En 'Dandelion', cuyo trenzado de guitarra acústica, xilófono y violonchelo remite a la oscuridad medicinal del álbum The Grotto (2003), el mismo amor queda suspendido en el aire convertido en diente de león, pero hay una sensación terrenal que te recuerda que a estas alturas ya sabes que la magia inicial de un romance fresco es inconstante; en 'Eyeshine', una canción fascinante que nos pasea por paisajes tornasolados para dejarnos de la mano en un torbellino emocional de tintes casi cinematográficos, hace hincapié en lo valioso de una complicidad tan sólida que no precisa ni de palabras. 'Palmetto' y 'Thank You, Corner Blight' se adentran de verdad en esas texturas graves que afianzan el sonido del disco, y recogen la mezcla de agitación, cansancio y esperanza que se da en una huida hacia adelante. 'Ms.

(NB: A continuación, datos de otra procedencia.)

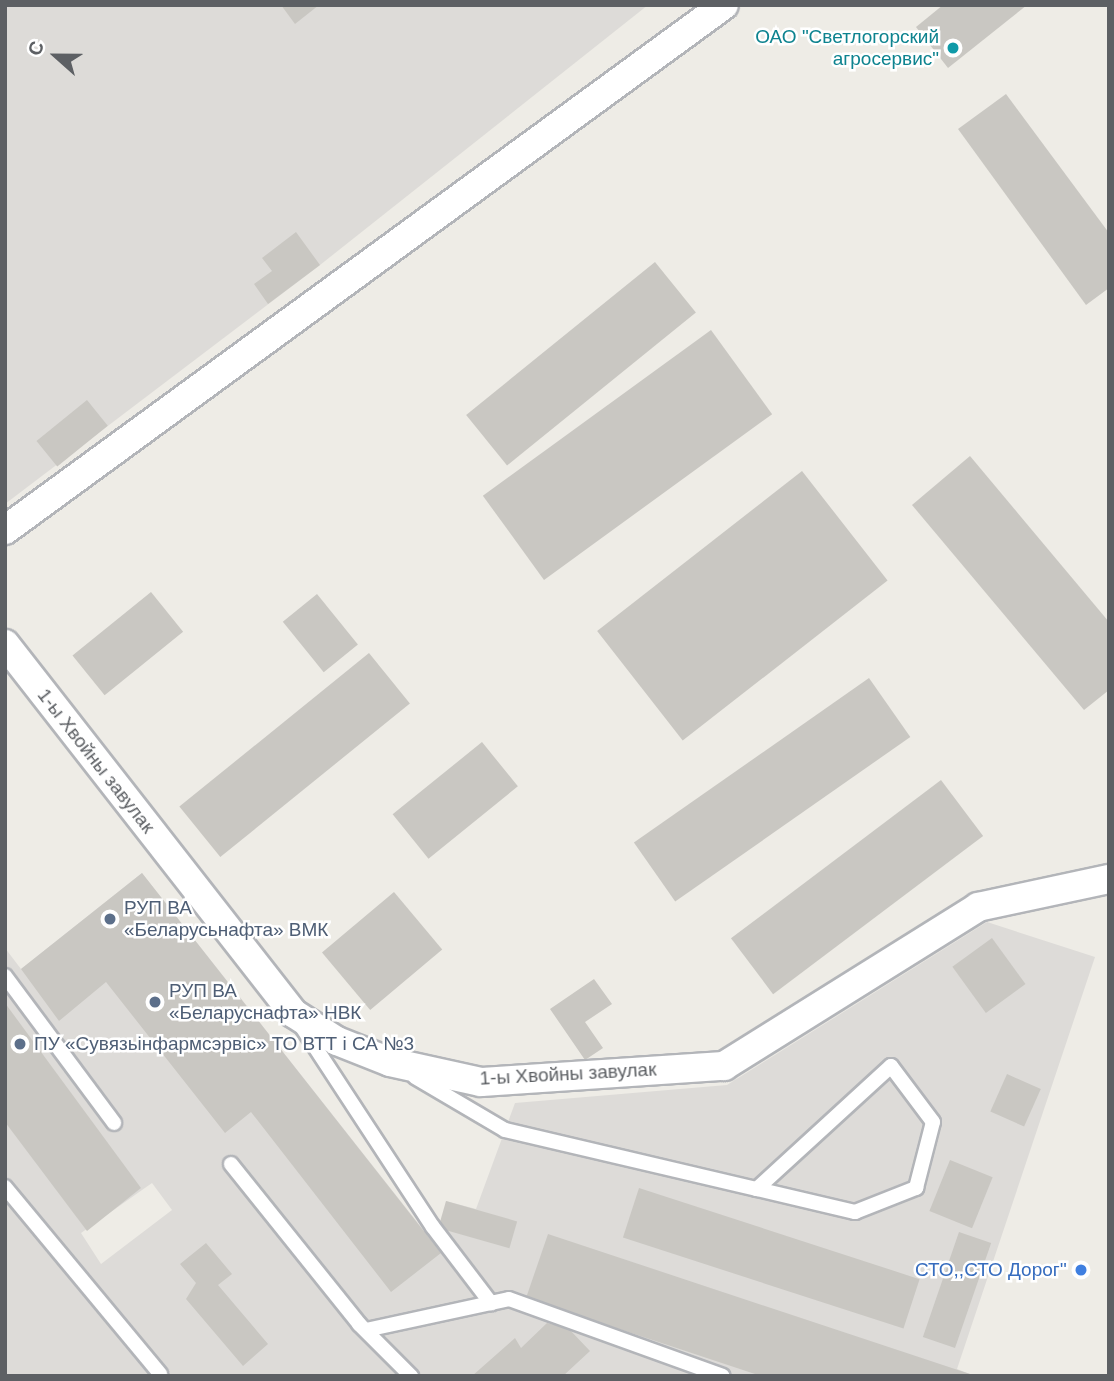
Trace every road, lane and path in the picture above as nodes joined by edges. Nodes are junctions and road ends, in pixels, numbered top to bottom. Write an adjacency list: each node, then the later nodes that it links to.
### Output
1 (724, 5): 2 (street)
2 (5, 530)
3 (5, 644): 6 (street, 1-ы Хвойны завулак)
4 (1109, 879): 7 (street, 1-ы Хвойны завулак)
5 (5, 976): 8 (lane)
6 (293, 1013): 7 (street, 1-ы Хвойны завулак); 12 (lane)
7 (390, 1062): 11 (lane)
8 (114, 1123)
9 (230, 1164): 13 (lane)
10 (5, 1187): 14 (lane)
11 (757, 1189): 11 (lane)
12 (491, 1303): 13 (lane); 16 (lane)
13 (366, 1330): 15 (lane)
14 (160, 1375)
15 (411, 1376)
16 (723, 1376)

Haha' y 'Constance Street' ("Preguntaste por mí, siempre / esta blasfemia, siempre") conectan explícitamente con flashbacks de esa vida que quedó atrás y, curiosamente, tienen un aire más rítmico y juguetón que el resto. Pero el momento más brutal, en lo que se refiere a leer una situación dolorosa con la claridad que dan el tiempo y la distancia, me ha parecido 'Reflections on the Motive Power of Fire', donde la sensación de intentar conmover por última vez a quien ya ha decidido abandonarte duele a rabiar: "Puedes verme a través de los barrotes / donde me tienes en un rincón de tu habitación / feliz sólo de ver la parte de atrás de tu camisa (...) Buscando la llave me dejas salir / baila conmigo un ratito / mis alas sucias ya no son lo que eran / girando, mareando, dignificando lo que fuimos / ahora sé que no puedo volar / no estoy en tu vida / el tiempo mintió". Son palabras en crudo, valientes, que me retrotraen a las de 'Teeth' (del treintañero Hips and Makers), recordándome otra vez que estamos en territorio familiar, pero virgen. Y entonces vuelvo al goteo de notas mágicas con las que polvorea 'Bewitched Reruns' para abrir el disco y me quedo con esa sensación optimista ("Una vez más con sentimiento", dice con más buen humor que ironía) de que en la vida no hay otra que seguir, seguir y seguir.